DeVotchKa: A Mad and Faithful Telling
"This Denver-based group is one of independent pop's most entertaining amalgams. Fronted by the glamorously dissolute spaghetti tenor Nick Urata, DeVotchKa is a fantasy band for drunken weddings and noirish debauchery" - Ann Powers, Los Angeles Times
"When it comes to gypsy stereotypes, stealing local women is near the top of the list, and if one band on the scene has the power to lure impressionable virgins, its Devotchka" - Spin magazine
DeVotchkA gets pegged with all kinds of farfetched descriptions - but despite all their trappings, which include admittedly exotic elements, Nick Urata and company concoct impeccable pop songs, the kind that fuse memory and memorability with swaying darkness and glittering soul." - The Onion
For the past decade DeVotchKA have been on a trailblazing singular career path waiting for the world to catch up to them. They have taken on theatres, festivals, and burlesque clubs alike, playing in the middle of the audience and transporting everyone to a more glamorous and dangerous place with a pioneering sound that renders geographic borders and time meaningless. Sousaphones, upright bass, tuba, bouzouki, theremins, mariachi horns, accordions, violins and a myriad of instruments can be found on all of the band's uncategorizable albums that meld indie rock with Eastern European and Mexican folk influences. In 2007, the world finally began catching up to DeVotchKa when the band's score for Little Miss Sunshine was nominated for a GRAMMY.
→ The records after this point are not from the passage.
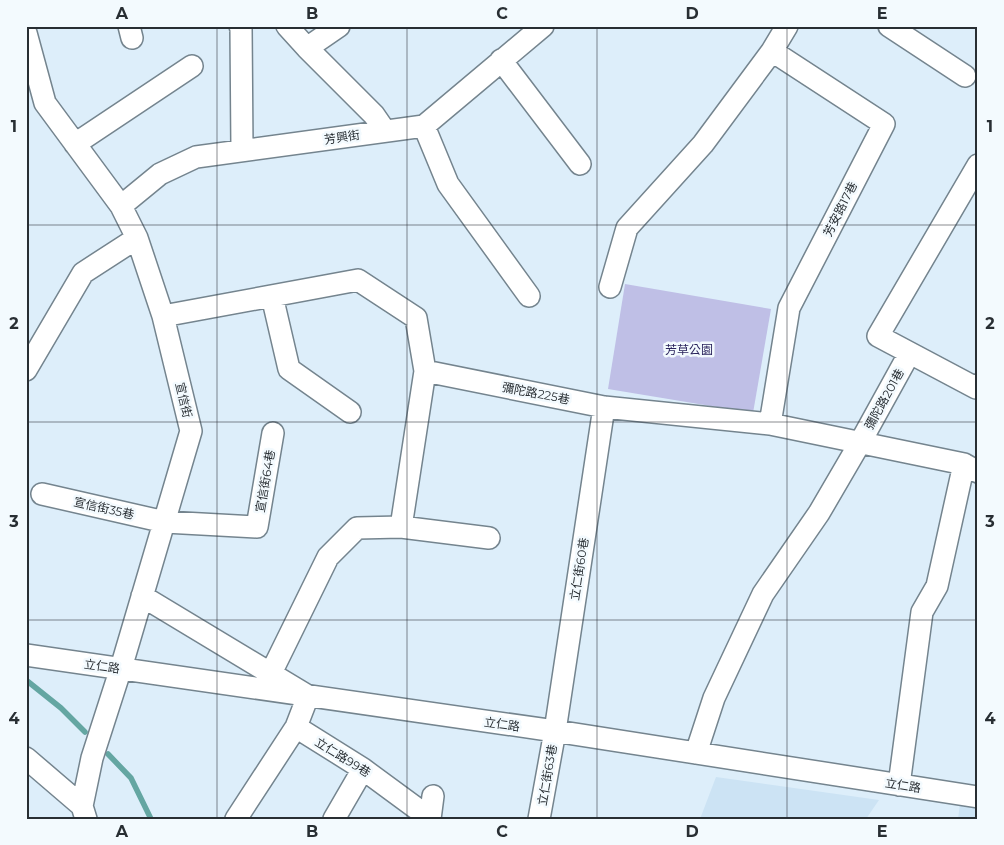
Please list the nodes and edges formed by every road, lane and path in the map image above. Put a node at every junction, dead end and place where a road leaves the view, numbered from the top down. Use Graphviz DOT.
graph roads {
  1 [pos="240,26"];
  2 [pos="287,26"];
  3 [pos="339,26"];
  4 [pos="543,26"];
  5 [pos="787,26"];
  6 [pos="889,26"];
  7 [pos="26,33"];
  8 [pos="307,48"];
  9 [pos="772,52"];
  10 [pos="501,60"];
  11 [pos="192,66"];
  12 [pos="965,76"];
  13 [pos="424,126"];
  14 [pos="385,131"];
  15 [pos="75,144"];
  16 [pos="242,150"];
  17 [pos="580,164"];
  18 [pos="978,165"];
  19 [pos="121,206"];
  20 [pos="137,238"];
  21 [pos="610,287"];
  22 [pos="272,296"];
  23 [pos="529,296"];
  24 [pos="163,316"];
  25 [pos="909,354"];
  26 [pos="26,370"];
  27 [pos="425,371"];
  28 [pos="978,385"];
  29 [pos="604,407"];
  30 [pos="350,412"];
  31 [pos="770,424"];
  32 [pos="274,433"];
  33 [pos="861,442"];
  34 [pos="971,468"];
  35 [pos="42,494"];
  36 [pos="165,522"];
  37 [pos="401,527"];
  38 [pos="489,538"];
  39 [pos="142,596"];
  40 [pos="26,655"];
  41 [pos="121,668"];
  42 [pos="271,673"];
  43 [pos="308,696"];
  44 [pos="296,727"];
  45 [pos="555,732"];
  46 [pos="696,753"];
  47 [pos="26,758"];
  48 [pos="364,769"];
  49 [pos="899,785"];
  50 [pos="978,797"];
  51 [pos="426,807"];
  52 [pos="84,813"];
  53 [pos="236,819"];
  54 [pos="334,819"];
  55 [pos="539,819"];
  1 -- 16 [label="street"];
  2 -- 8 [label="street"];
  3 -- 8 [label="street"];
  4 -- 10 [label="street"];
  5 -- 9 [label="street"];
  6 -- 12 [label="street"];
  7 -- 15 [label="street, 宣信街"];
  8 -- 14 [label="street"];
  9 -- 21 [label="street"];
  9 -- 31 [label="street, 芳安路17巷"];
  10 -- 13 [label="street"];
  10 -- 17 [label="street"];
  11 -- 15 [label="street"];
  13 -- 14 [label="street, 芳興街"];
  13 -- 23 [label="street"];
  14 -- 16 [label="street, 芳興街"];
  15 -- 19 [label="street, 宣信街"];
  16 -- 19 [label="street, 芳興街"];
  18 -- 25 [label="street"];
  19 -- 20 [label="street, 宣信街"];
  20 -- 24 [label="street, 宣信街"];
  20 -- 26 [label="street"];
  22 -- 24 [label="street"];
  22 -- 27 [label="street"];
  22 -- 30 [label="street"];
  24 -- 36 [label="street, 宣信街"];
  25 -- 28 [label="street, 彌陀路201巷"];
  25 -- 33 [label="street, 彌陀路201巷"];
  27 -- 29 [label="street, 彌陀路225巷"];
  27 -- 37 [label="street"];
  29 -- 31 [label="street, 彌陀路225巷"];
  29 -- 45 [label="street, 立仁街60巷"];
  31 -- 33 [label="street, 彌陀路225巷"];
  32 -- 36 [label="street, 宣信街64巷"];
  33 -- 34 [label="street, 彌陀路225巷"];
  33 -- 46 [label="street, 彌陀路201巷"];
  34 -- 49 [label="street"];
  35 -- 36 [label="street, 宣信街35巷"];
  36 -- 39 [label="street, 宣信街"];
  37 -- 38 [label="street"];
  37 -- 42 [label="street"];
  39 -- 41 [label="street, 宣信街"];
  39 -- 42 [label="street"];
  40 -- 41 [label="street, 立仁路"];
  41 -- 43 [label="street, 立仁路"];
  41 -- 52 [label="street, 宣信街"];
  42 -- 43 [label="street"];
  43 -- 44 [label="street"];
  43 -- 45 [label="street, 立仁路"];
  44 -- 48 [label="street, 立仁路99巷"];
  44 -- 53 [label="street"];
  45 -- 46 [label="street, 立仁路"];
  45 -- 55 [label="street, 立仁街63巷"];
  46 -- 49 [label="street, 立仁路"];
  47 -- 52 [label="street"];
  48 -- 51 [label="street, 立仁路99巷"];
  48 -- 54 [label="street"];
  49 -- 50 [label="street, 立仁路"];
}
The band's first album of all new material since 2004's How it ends is everything a DeVotchKa record should be, an inimitable thrill full of adventurous melodies and heartbreaking beauty certain to bewitch everyone that hears it. "Basso Profundo" starts things off with its unpredictable tempo changes that foreshadow the adventure to come. "Comrade Z"s escalating violin and horn arrangements are certain to make your heart beat faster and defy you to stay still. "Transliterator" may be the indie rock song of 2008 with its heart-wrenching vocal melody and machine gun beat. The accordion and solemn strings of "Undone" will break hearts all around the globe.
DeVotchKa had set the bar high but they've managed to make the best album of their career. All of the disparate elements that make up this singular band benefit from the improved production. From beginning to end, the album manages to take you to a place infinitely more exciting and appealing than the every day, a place only DeVotchKa could have imagined.